Die Niederlage anordnen

Schon vor sechs Wochen hat die Zeitung «Oriental Sports Daily» den chinesischen Fussballpräsidenten aufgefordert, die Sache auf politischem Weg zu regeln. Als könne die kommunistische Parteizentrale in Peking einfach anordnen, dass sich die Halbprofis aus der eigenen Sonder- Verwaltungszone ein paar Kilometer hinter der Grenze in die Niederlage in gewünschter Höhe fügen. «Wenn die Katze die Maus bittet, sie nicht zu fressen», argumentierte der Redaktor, dann sei das zwar eine Sensation. Zum gesellschaftlichen und wirtschaftlichen Wohl im bevölkerungsreichsten Land der Erde sei dieses Opfer der Hongkongchinesen aber nötig. In jenem Artikel steht nicht, mit wie viel Renminbi-Yuan oder lieber Dollars der Fussballverband von Hongkong dafür abgefunden wird, dass man gegen den grossen Bruder auf Widerstand verzichtet. Es stand bisher auch in keiner anderen Zeitung, was der Torhüter oder die Verteidiger von Malaysia erhalten werden, wenn sie den Kuwaitern freien Zugang in ihrem Strafraum gewähren. Solche unsittlichen Angebote gibt es. Dafür garantieren schon die Lotterie-Syndikate, vor allem die inoffizielle Wett-Mafia, die in diesem Teil der Welt schon die tollsten Fussball-Geschichten geschrieben hat.

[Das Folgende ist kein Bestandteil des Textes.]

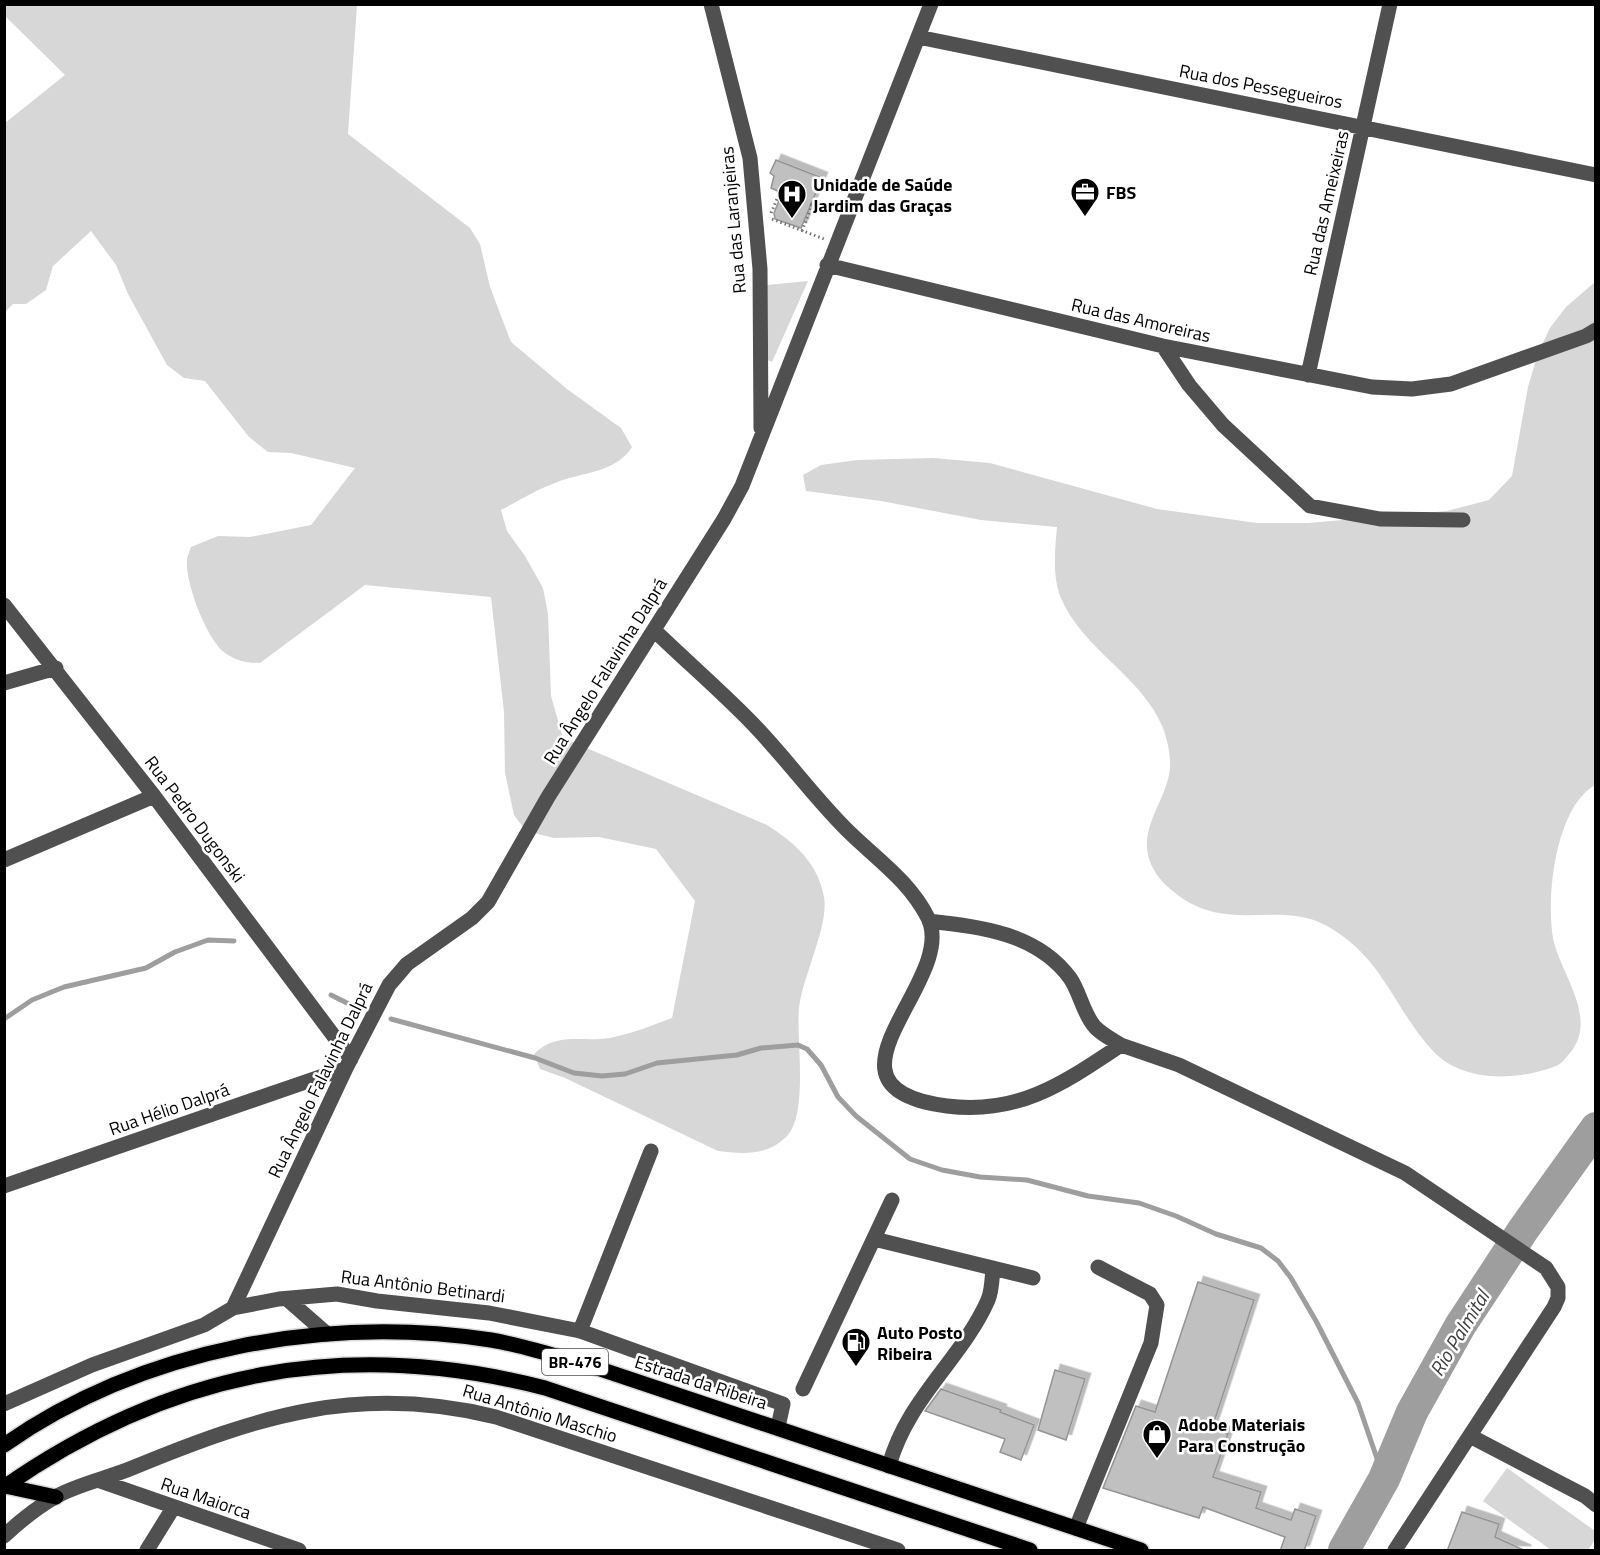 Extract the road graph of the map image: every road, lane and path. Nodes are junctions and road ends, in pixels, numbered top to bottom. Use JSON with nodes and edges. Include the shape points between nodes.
{"nodes":[{"id":1,"x":711,"y":4,"type":"edge"},
{"id":2,"x":931,"y":4,"type":"edge"},
{"id":3,"x":1390,"y":4,"type":"edge"},
{"id":4,"x":918,"y":37,"type":"junction"},
{"id":5,"x":1363,"y":127,"type":"junction"},
{"id":6,"x":1596,"y":175,"type":"edge"},
{"id":7,"x":780,"y":192,"type":"dead end"},
{"id":8,"x":847,"y":218,"type":"junction"},
{"id":9,"x":802,"y":231,"type":"junction"},
{"id":10,"x":836,"y":243,"type":"junction"},
{"id":11,"x":827,"y":265,"type":"junction"},
{"id":12,"x":1596,"y":330,"type":"edge"},
{"id":13,"x":1163,"y":346,"type":"junction"},
{"id":14,"x":1308,"y":375,"type":"junction"},
{"id":15,"x":760,"y":437,"type":"junction"},
{"id":16,"x":1463,"y":520,"type":"dead end"},
{"id":17,"x":4,"y":605,"type":"edge"},
{"id":18,"x":654,"y":630,"type":"junction"},
{"id":19,"x":56,"y":668,"type":"junction"},
{"id":20,"x":4,"y":683,"type":"edge"},
{"id":21,"x":154,"y":796,"type":"junction"},
{"id":22,"x":4,"y":860,"type":"edge"},
{"id":23,"x":930,"y":921,"type":"junction"},
{"id":24,"x":1121,"y":1045,"type":"junction"},
{"id":25,"x":349,"y":1063,"type":"junction"},
{"id":26,"x":651,"y":1151,"type":"dead end"},
{"id":27,"x":4,"y":1186,"type":"edge"},
{"id":28,"x":892,"y":1200,"type":"dead end"},
{"id":29,"x":874,"y":1239,"type":"junction"},
{"id":30,"x":1098,"y":1267,"type":"dead end"},
{"id":31,"x":993,"y":1268,"type":"junction"},
{"id":32,"x":1033,"y":1278,"type":"dead end"},
{"id":33,"x":287,"y":1299,"type":"junction"},
{"id":34,"x":233,"y":1308,"type":"junction"},
{"id":35,"x":580,"y":1330,"type":"junction"},
{"id":36,"x":327,"y":1334,"type":"junction"},
{"id":37,"x":803,"y":1389,"type":"dead end"},
{"id":38,"x":4,"y":1404,"type":"edge"},
{"id":39,"x":778,"y":1428,"type":"junction"},
{"id":40,"x":1470,"y":1436,"type":"junction"},
{"id":41,"x":4,"y":1445,"type":"edge"},
{"id":42,"x":889,"y":1466,"type":"junction"},
{"id":43,"x":100,"y":1481,"type":"junction"},
{"id":44,"x":5,"y":1487,"type":"edge"},
{"id":45,"x":56,"y":1497,"type":"junction"},
{"id":46,"x":1596,"y":1505,"type":"edge"},
{"id":47,"x":173,"y":1508,"type":"junction"},
{"id":48,"x":1076,"y":1528,"type":"junction"},
{"id":49,"x":4,"y":1536,"type":"edge"},
{"id":50,"x":147,"y":1551,"type":"edge"},
{"id":51,"x":299,"y":1551,"type":"edge"},
{"id":52,"x":898,"y":1551,"type":"edge"},
{"id":53,"x":1030,"y":1551,"type":"edge"},
{"id":54,"x":1141,"y":1551,"type":"edge"},
{"id":55,"x":1395,"y":1551,"type":"edge"}],
"edges":[{"from":1,"to":15,"type":"street","name":"Rua das Laranjeiras","via":[[750,158],[760,269]]},
{"from":2,"to":4,"type":"street","name":"Rua Ângelo Falavinha Dalprá"},
{"from":3,"to":5,"type":"street","name":"Rua das Ameixeiras"},
{"from":4,"to":5,"type":"street","name":"Rua dos Pessegueiros"},
{"from":4,"to":8,"type":"street","name":"Rua Ângelo Falavinha Dalprá"},
{"from":5,"to":6,"type":"street","name":"Rua dos Pessegueiros"},
{"from":5,"to":14,"type":"street","name":"Rua das Ameixeiras"},
{"from":7,"to":9,"type":"path","via":[[771,218]]},
{"from":8,"to":9,"type":"path","via":[[811,204]]},
{"from":8,"to":10,"type":"street","name":"Rua Ângelo Falavinha Dalprá"},
{"from":9,"to":10,"type":"path"},
{"from":10,"to":11,"type":"street","name":"Rua Ângelo Falavinha Dalprá"},
{"from":11,"to":13,"type":"street","name":"Rua das Amoreiras"},
{"from":11,"to":15,"type":"street","name":"Rua Ângelo Falavinha Dalprá"},
{"from":12,"to":14,"type":"street","name":"Rua das Amoreiras","via":[[1451,384],[1412,389],[1372,387]]},
{"from":13,"to":14,"type":"street","name":"Rua das Amoreiras"},
{"from":13,"to":16,"type":"street","via":[[1223,425],[1310,507],[1380,519]]},
{"from":15,"to":18,"type":"street","name":"Rua Ângelo Falavinha Dalprá","via":[[742,486],[724,519]]},
{"from":17,"to":19,"type":"street","name":"Rua Pedro Dugonski"},
{"from":18,"to":23,"type":"street","via":[[753,724],[845,829],[910,888]]},
{"from":18,"to":25,"type":"street","name":"Rua Ângelo Falavinha Dalprá","via":[[548,797],[488,902],[397,974]]},
{"from":19,"to":20,"type":"street"},
{"from":19,"to":21,"type":"street","name":"Rua Pedro Dugonski"},
{"from":21,"to":22,"type":"street"},
{"from":21,"to":25,"type":"street","name":"Rua Pedro Dugonski"},
{"from":23,"to":24,"type":"street","via":[[976,927],[1024,940],[1046,953],[1070,978],[1094,1027]]},
{"from":23,"to":24,"type":"street","via":[[932,952],[887,1045],[883,1066],[893,1088],[925,1103],[959,1108],[1018,1102],[1059,1086]]},
{"from":24,"to":40,"type":"street","via":[[1179,1065],[1405,1173],[1498,1234],[1553,1276],[1558,1298]]},
{"from":25,"to":27,"type":"street","name":"Rua Hélio Dalprá"},
{"from":25,"to":34,"type":"street","name":"Rua Ângelo Falavinha Dalprá"},
{"from":26,"to":35,"type":"street"},
{"from":28,"to":29,"type":"street"},
{"from":29,"to":31,"type":"street"},
{"from":29,"to":37,"type":"street"},
{"from":30,"to":48,"type":"street","via":[[1150,1294],[1157,1305],[1151,1343]]},
{"from":31,"to":32,"type":"street"},
{"from":31,"to":42,"type":"street","via":[[989,1299],[913,1411]]},
{"from":33,"to":34,"type":"street","name":"Rua Antônio Betinardi"},
{"from":33,"to":35,"type":"street","name":"Rua Antônio Betinardi","via":[[337,1294],[489,1313]]},
{"from":33,"to":36,"type":"street"},
{"from":34,"to":38,"type":"street","name":"Rua Antônio Betinardi","via":[[204,1325],[92,1365]]},
{"from":35,"to":39,"type":"street","name":"Rua Antônio Betinardi","via":[[783,1404]]},
{"from":36,"to":39,"type":"main road","name":"Estrada da Ribeira","number":"BR-476","via":[[402,1332],[492,1341],[597,1368]]},
{"from":36,"to":41,"type":"main road","name":"Estrada da Ribeira","number":"BR-476","via":[[270,1341],[166,1367],[66,1409]]},
{"from":39,"to":42,"type":"main road","name":"Estrada da Ribeira","number":"BR-476"},
{"from":40,"to":46,"type":"street"},
{"from":40,"to":55,"type":"street"},
{"from":42,"to":48,"type":"main road","name":"Estrada da Ribeira","number":"BR-476"},
{"from":43,"to":45,"type":"street","name":"Rua Antônio Maschio"},
{"from":43,"to":47,"type":"street","name":"Rua Maiorca"},
{"from":43,"to":52,"type":"street","name":"Rua Antônio Maschio","via":[[223,1432],[282,1414],[417,1402],[496,1417]]},
{"from":44,"to":45,"type":"main road"},
{"from":44,"to":53,"type":"main road","number":"BR-476","via":[[78,1439],[175,1397],[238,1379],[302,1369],[405,1364],[484,1374],[545,1388]]},
{"from":45,"to":49,"type":"street","name":"Rua Antônio Maschio"},
{"from":47,"to":50,"type":"street"},
{"from":47,"to":51,"type":"street","name":"Rua Maiorca"},
{"from":48,"to":54,"type":"main road","name":"Estrada da Ribeira","number":"BR-476"}]} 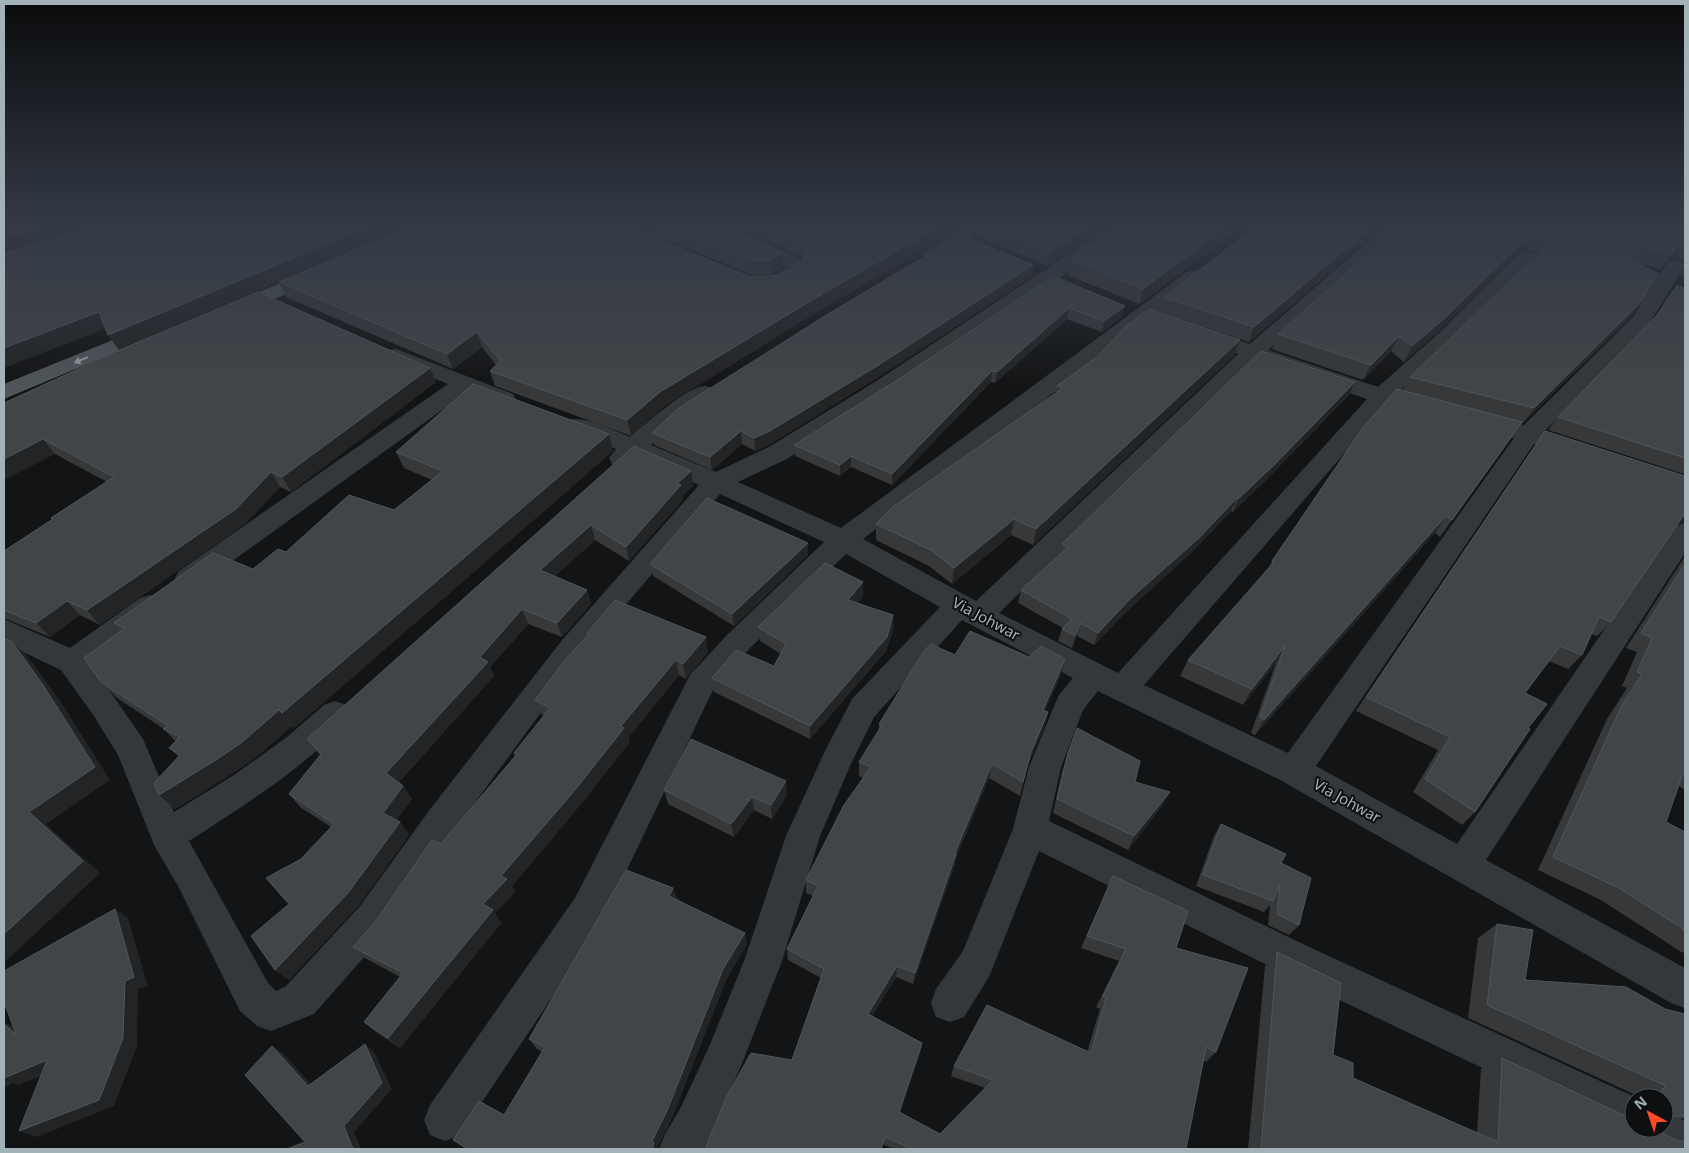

Klaus Schlappner zum Beispiel, einer der Vorgänger Haans, schimpft noch immer über die bis heute ungeklärten Umstände, unter denen sein chinesisches Nationalteam die Qualifikation für die WM 1994 in Amerika verpatzt hat. Das Geld der Ölmilliardäre habe dabei aus dem Rasen gestunken. Schlappner sagt: «Die Araber haben gegen uns zusammengehalten. Der Irak, Jemen, Jordanien und ein syrischer Schiedsrichter.» Mittlerweile ist China Weltmacht, für viele Industrieländer der wichtigste Absatzpartner und im Fussball der Markt der Zukunft - weshalb sich hinter diesen zwei Fussballpartien in Fernost und Orient indirekt auch zwei diskrete Mächte gegenüberstehen. Das Sportbusiness und die Unterwelt der Zocker. In beiden Lagern geht es um sehr viel Geld. Vor allem aber steht der neu geschaffene gute Ruf eines Kontinents auf dem Spiel, den sich der professionalisierte Fussball in Asien im vergangenen Jahrzehnt erworben hat. Asien kann sich keinen Fussball-Skandal mehr leisten. Nicht jetzt. Nicht 2004 - und schon gar nicht im Vorfeld der Olympischen Spiele von Peking 2008.